Start of Data shown
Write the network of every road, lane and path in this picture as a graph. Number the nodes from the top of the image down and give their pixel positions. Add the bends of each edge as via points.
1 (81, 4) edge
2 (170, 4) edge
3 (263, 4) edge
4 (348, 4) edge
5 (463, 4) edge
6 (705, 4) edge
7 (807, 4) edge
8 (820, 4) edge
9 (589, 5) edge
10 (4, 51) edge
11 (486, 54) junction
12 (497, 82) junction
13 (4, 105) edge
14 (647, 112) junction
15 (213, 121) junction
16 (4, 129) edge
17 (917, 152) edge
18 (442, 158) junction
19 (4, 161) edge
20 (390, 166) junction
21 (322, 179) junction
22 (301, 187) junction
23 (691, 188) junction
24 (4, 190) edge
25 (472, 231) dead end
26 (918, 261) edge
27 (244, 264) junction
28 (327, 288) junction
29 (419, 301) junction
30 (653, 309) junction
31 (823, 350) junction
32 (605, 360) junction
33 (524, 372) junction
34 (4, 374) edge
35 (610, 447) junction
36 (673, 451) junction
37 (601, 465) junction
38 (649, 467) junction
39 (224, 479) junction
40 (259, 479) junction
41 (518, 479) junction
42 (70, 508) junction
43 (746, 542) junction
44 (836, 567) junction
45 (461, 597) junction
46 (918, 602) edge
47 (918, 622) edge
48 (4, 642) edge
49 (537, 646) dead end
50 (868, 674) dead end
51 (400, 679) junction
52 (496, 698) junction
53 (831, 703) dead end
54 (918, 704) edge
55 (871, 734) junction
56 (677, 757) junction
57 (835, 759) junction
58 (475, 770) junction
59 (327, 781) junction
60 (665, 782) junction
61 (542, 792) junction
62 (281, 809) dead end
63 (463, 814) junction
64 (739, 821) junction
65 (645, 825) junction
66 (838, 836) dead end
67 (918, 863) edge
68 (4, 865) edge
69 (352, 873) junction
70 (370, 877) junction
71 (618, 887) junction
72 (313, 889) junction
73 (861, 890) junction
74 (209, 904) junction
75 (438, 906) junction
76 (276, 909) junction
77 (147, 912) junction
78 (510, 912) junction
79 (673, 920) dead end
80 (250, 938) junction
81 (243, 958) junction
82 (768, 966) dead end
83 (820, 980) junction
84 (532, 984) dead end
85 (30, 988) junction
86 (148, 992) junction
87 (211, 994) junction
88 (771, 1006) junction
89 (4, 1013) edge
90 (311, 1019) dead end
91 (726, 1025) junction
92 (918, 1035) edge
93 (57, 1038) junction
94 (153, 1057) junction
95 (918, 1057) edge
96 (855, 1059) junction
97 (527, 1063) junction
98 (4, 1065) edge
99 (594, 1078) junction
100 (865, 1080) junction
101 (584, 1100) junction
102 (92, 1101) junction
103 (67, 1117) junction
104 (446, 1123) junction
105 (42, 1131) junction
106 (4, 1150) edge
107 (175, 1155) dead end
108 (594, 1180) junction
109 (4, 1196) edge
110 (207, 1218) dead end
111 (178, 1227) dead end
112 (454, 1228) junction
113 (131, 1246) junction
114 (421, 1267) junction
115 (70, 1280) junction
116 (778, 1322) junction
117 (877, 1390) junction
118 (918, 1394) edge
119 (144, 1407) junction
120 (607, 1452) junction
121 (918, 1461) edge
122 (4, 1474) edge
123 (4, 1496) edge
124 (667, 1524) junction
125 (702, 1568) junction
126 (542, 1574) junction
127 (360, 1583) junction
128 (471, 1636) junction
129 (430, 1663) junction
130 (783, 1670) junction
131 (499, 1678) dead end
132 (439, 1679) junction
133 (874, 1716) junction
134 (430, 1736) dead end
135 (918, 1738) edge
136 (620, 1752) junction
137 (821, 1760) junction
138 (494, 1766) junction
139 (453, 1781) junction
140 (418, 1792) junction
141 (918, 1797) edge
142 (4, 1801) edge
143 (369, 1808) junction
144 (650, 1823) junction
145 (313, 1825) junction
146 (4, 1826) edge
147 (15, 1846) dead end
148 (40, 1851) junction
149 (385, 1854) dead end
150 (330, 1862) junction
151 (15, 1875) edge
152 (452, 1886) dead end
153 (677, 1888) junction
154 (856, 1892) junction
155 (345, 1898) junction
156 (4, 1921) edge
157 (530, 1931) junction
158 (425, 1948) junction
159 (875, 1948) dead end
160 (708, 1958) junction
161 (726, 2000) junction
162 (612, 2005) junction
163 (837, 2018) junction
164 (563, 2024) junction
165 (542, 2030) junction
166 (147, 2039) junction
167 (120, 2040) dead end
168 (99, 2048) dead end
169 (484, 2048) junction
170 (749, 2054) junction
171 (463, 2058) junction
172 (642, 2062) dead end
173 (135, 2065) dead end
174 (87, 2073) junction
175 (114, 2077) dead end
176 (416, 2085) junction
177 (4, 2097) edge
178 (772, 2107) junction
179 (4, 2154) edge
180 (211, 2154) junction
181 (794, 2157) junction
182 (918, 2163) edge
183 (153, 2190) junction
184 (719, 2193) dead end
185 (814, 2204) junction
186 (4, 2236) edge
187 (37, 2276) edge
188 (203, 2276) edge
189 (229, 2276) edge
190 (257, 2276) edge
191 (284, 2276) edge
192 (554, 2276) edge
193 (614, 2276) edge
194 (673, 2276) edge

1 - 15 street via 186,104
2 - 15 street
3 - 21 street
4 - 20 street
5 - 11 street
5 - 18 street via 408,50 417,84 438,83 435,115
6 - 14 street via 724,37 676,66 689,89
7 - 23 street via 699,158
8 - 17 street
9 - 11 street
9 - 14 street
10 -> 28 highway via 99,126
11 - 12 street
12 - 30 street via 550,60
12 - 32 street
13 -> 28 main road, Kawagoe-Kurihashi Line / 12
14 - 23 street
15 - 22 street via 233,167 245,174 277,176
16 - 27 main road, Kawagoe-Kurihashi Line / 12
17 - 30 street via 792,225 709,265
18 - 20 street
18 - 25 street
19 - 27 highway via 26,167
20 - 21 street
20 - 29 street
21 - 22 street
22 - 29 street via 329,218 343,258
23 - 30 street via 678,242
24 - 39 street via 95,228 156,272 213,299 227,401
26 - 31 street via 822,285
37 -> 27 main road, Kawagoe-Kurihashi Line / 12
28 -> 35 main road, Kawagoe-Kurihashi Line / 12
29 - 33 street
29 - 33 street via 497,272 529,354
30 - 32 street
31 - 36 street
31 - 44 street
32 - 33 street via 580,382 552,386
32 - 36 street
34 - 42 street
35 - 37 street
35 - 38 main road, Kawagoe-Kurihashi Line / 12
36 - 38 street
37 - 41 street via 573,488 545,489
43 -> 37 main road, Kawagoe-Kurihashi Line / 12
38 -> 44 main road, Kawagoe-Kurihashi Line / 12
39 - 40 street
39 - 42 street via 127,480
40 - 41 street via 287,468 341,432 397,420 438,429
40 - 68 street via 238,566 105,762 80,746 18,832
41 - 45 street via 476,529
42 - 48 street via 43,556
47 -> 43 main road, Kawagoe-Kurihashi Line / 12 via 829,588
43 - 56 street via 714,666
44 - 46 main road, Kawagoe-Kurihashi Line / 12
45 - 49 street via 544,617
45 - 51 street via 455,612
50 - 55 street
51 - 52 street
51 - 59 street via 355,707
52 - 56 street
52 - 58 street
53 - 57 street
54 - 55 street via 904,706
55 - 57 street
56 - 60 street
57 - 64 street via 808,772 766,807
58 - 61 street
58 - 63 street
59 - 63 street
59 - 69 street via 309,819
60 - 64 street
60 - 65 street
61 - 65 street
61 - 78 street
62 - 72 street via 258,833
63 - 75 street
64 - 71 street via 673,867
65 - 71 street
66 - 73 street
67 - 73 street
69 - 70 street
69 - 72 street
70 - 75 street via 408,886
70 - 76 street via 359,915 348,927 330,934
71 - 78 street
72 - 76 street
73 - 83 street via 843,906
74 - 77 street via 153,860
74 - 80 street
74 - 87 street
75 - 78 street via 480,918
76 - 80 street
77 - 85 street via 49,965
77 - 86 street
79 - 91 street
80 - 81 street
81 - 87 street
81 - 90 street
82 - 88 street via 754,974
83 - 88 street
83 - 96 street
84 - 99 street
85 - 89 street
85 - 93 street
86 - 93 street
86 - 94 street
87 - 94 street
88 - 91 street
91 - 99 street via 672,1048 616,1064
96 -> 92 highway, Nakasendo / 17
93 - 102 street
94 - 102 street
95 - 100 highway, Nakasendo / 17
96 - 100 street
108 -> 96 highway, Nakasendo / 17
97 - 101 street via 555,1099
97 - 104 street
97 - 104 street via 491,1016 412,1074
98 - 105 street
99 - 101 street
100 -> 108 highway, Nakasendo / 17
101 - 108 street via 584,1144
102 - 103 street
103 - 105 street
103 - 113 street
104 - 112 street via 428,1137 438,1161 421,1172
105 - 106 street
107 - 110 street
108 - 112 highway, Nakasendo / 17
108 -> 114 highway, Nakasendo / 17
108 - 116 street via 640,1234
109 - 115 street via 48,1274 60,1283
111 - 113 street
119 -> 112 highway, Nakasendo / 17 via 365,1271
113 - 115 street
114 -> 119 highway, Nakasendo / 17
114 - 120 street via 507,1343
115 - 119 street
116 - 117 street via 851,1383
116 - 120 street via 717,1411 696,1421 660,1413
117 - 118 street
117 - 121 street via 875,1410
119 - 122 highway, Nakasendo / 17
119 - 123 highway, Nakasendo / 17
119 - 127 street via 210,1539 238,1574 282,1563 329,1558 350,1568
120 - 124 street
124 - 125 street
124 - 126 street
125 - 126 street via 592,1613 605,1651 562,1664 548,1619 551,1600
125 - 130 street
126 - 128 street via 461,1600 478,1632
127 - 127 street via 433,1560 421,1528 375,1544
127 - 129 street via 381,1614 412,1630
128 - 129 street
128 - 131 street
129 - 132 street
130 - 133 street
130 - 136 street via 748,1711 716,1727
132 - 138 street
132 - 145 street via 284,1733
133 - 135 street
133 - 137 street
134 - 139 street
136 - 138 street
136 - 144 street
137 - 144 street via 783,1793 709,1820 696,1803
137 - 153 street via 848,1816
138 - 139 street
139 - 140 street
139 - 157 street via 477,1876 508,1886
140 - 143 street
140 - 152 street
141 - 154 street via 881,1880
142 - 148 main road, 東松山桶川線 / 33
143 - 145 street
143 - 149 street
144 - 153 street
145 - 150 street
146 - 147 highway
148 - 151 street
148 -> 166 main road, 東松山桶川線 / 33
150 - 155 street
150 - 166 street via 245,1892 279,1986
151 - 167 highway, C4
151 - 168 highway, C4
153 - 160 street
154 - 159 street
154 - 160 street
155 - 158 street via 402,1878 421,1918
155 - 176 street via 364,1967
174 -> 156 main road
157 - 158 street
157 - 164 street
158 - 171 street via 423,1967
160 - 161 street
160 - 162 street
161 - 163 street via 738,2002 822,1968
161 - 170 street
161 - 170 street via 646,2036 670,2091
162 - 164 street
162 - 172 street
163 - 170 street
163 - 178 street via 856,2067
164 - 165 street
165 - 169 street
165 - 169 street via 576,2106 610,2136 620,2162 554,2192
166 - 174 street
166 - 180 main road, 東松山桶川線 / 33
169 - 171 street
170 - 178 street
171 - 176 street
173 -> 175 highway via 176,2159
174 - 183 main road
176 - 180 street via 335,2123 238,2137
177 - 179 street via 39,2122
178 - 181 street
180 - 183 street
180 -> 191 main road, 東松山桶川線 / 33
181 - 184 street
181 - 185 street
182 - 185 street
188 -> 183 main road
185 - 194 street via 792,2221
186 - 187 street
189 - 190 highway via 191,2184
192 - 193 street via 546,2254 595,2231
End of Data shown
Task details ▸ Lines of the listing above that contain the word "東松山桶川線" should all be returned.

Solution ▸
142 - 148 main road, 東松山桶川線 / 33
148 -> 166 main road, 東松山桶川線 / 33
166 - 180 main road, 東松山桶川線 / 33
180 -> 191 main road, 東松山桶川線 / 33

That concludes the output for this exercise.